(Information)

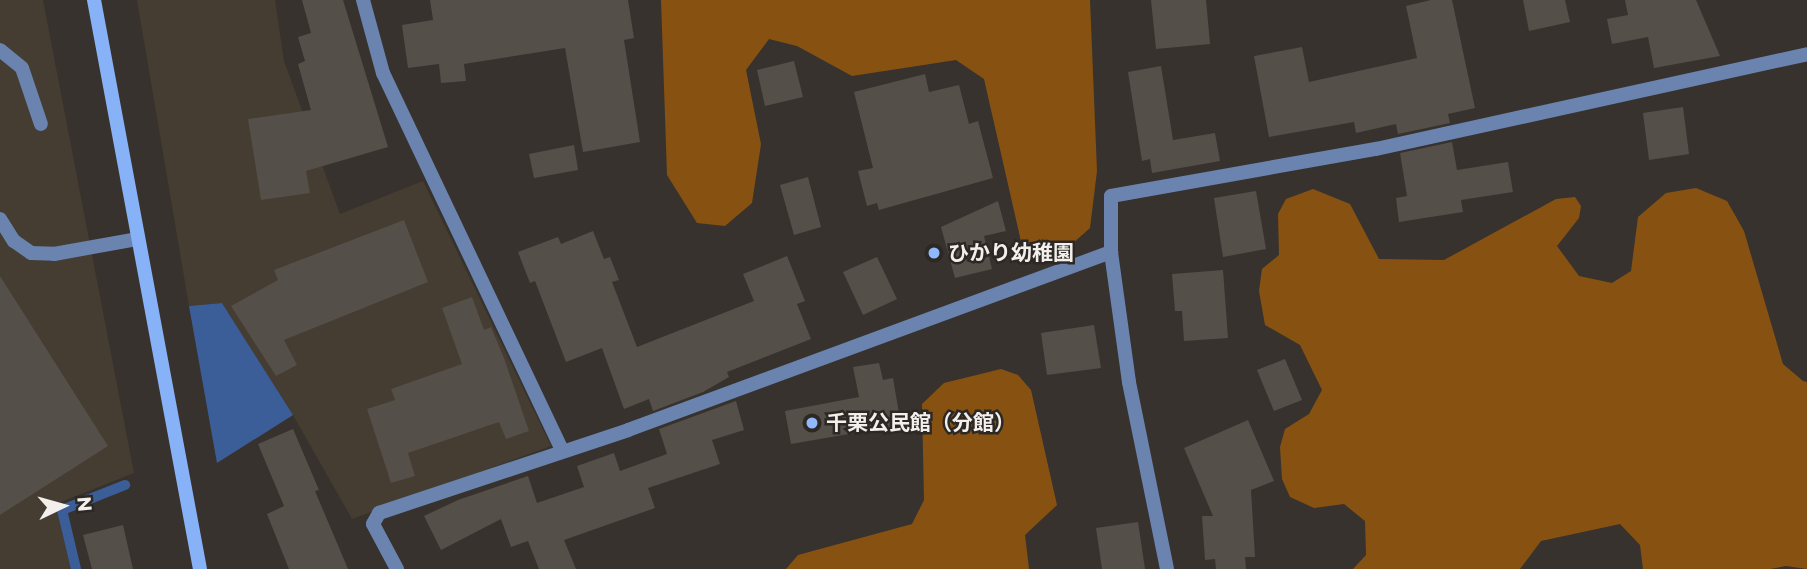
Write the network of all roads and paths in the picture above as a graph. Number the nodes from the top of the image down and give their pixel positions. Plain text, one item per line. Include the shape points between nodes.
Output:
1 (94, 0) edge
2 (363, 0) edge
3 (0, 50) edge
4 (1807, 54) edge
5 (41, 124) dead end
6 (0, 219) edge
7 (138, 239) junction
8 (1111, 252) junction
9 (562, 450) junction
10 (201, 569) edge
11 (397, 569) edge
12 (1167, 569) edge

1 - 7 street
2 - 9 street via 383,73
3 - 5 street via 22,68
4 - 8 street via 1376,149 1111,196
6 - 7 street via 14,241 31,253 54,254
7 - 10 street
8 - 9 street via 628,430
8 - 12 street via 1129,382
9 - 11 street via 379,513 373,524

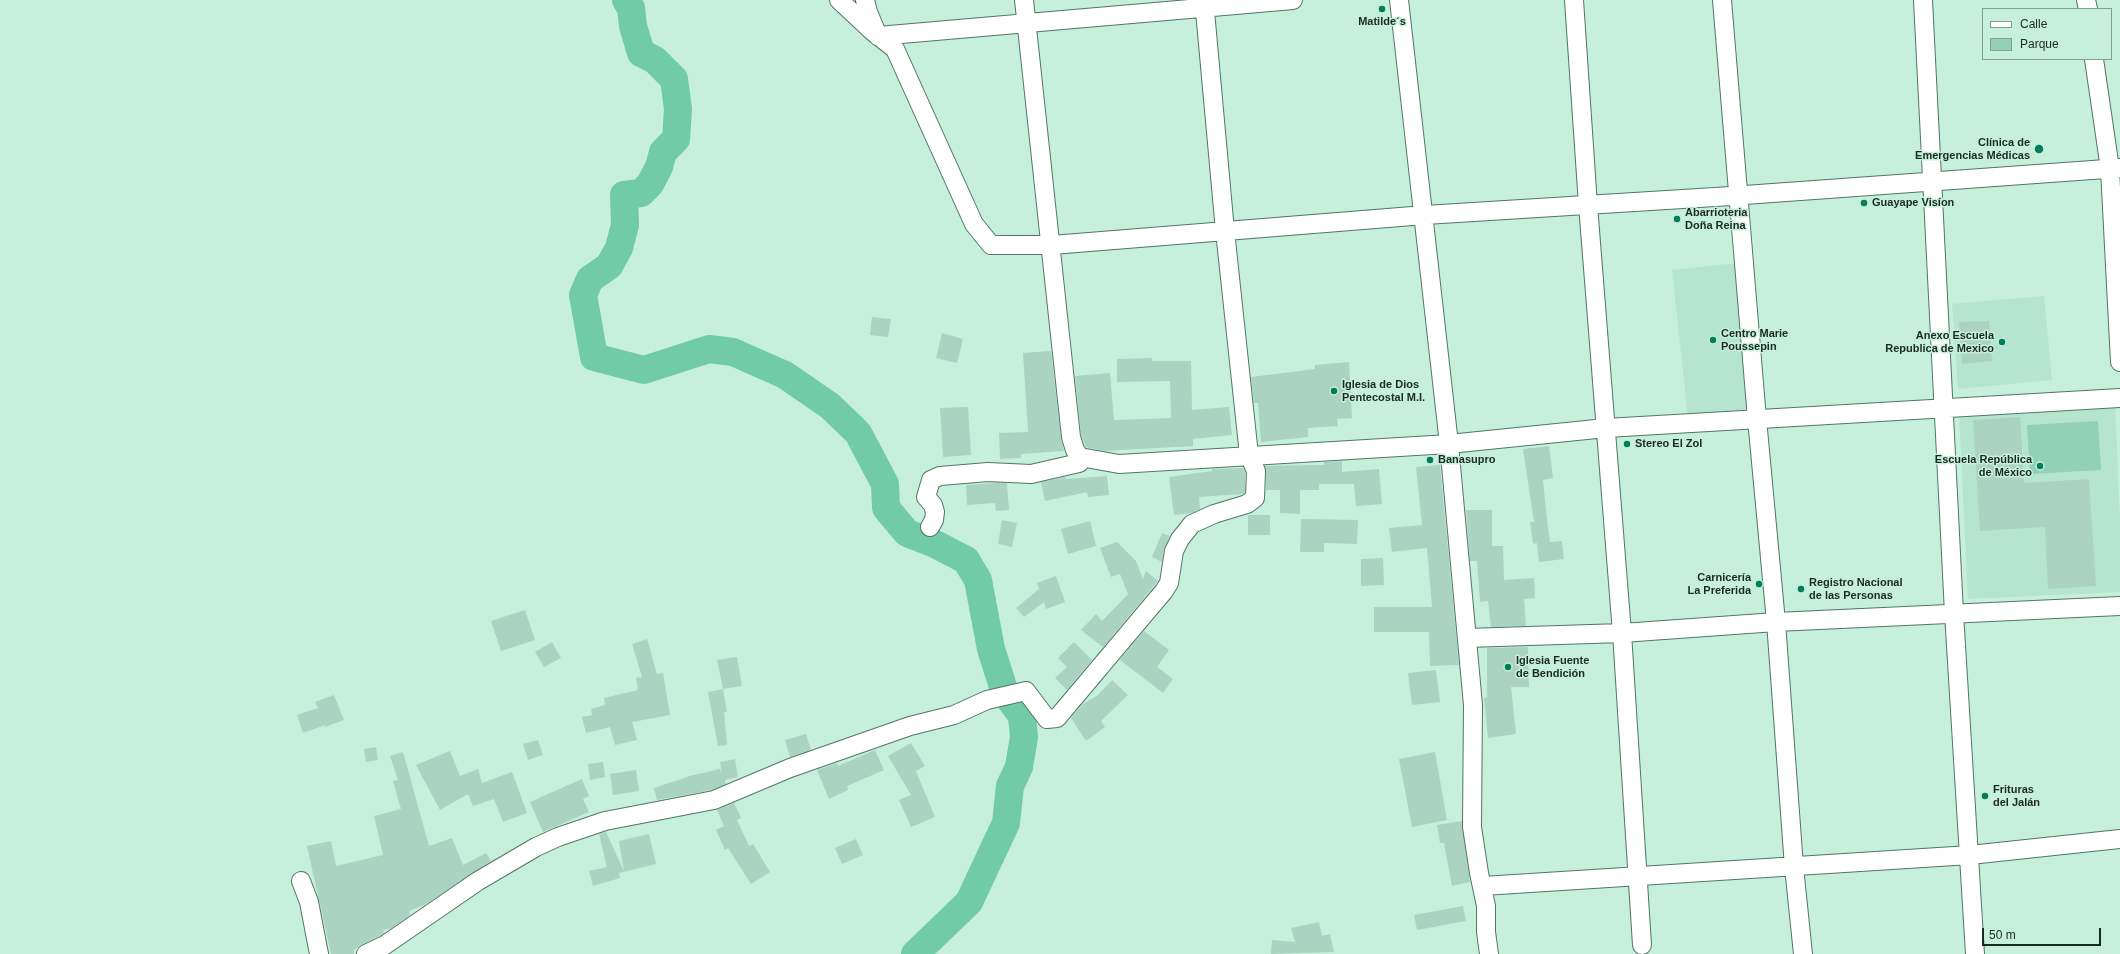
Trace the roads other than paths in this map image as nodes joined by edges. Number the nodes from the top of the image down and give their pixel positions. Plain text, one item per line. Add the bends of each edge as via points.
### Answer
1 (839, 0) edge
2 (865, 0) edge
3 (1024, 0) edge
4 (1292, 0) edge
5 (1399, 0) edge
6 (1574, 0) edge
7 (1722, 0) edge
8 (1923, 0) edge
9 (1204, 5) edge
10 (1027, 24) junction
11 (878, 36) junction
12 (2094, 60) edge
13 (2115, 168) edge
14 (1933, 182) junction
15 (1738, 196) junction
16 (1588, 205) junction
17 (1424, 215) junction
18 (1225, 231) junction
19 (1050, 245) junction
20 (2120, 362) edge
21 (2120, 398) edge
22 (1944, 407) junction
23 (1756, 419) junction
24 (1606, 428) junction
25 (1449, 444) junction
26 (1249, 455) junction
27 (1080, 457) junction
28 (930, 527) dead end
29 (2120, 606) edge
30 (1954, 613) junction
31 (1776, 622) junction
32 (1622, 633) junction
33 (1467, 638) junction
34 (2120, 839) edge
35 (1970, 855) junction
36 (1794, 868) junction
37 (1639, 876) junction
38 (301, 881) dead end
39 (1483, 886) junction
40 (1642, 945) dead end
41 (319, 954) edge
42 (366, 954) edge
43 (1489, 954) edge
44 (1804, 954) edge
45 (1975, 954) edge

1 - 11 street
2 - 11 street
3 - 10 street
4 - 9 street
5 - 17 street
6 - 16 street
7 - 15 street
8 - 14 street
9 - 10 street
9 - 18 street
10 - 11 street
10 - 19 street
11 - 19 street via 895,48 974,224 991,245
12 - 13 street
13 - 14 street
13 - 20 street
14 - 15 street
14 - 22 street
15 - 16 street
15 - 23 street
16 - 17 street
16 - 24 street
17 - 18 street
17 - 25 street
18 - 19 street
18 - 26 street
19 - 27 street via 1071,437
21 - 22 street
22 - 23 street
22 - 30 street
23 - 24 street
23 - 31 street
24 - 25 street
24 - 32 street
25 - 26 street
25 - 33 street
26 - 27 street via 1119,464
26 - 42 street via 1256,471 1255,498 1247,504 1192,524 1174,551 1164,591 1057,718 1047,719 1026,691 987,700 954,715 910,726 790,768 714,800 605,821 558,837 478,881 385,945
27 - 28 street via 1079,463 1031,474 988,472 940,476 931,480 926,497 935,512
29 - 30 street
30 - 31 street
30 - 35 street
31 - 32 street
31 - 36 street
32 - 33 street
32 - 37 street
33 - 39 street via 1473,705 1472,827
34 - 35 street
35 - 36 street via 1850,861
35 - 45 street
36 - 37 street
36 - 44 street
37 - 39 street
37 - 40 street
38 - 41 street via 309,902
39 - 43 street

(End Information)

◆ **Aim of the task**: Retype the entries above exactly, starting at their first line and ending with the line that holds "Trace the roads"; pictures stay out.

◆ **Final answer**:
Write the network of all roads and paths in the picture above as a graph. Number the nodes from the top of the image down and give their pixel positions. Plain text, one item per line. Include the shape points between nodes.
Output:
1 (94, 0) edge
2 (363, 0) edge
3 (0, 50) edge
4 (1807, 54) edge
5 (41, 124) dead end
6 (0, 219) edge
7 (138, 239) junction
8 (1111, 252) junction
9 (562, 450) junction
10 (201, 569) edge
11 (397, 569) edge
12 (1167, 569) edge

1 - 7 street
2 - 9 street via 383,73
3 - 5 street via 22,68
4 - 8 street via 1376,149 1111,196
6 - 7 street via 14,241 31,253 54,254
7 - 10 street
8 - 9 street via 628,430
8 - 12 street via 1129,382
9 - 11 street via 379,513 373,524

Trace the roads other than paths in this map image as nodes joined by edges. Number the nodes from the top of the image down and give their pixel positions. Plain text, one item per line. Add the bends of each edge as via points.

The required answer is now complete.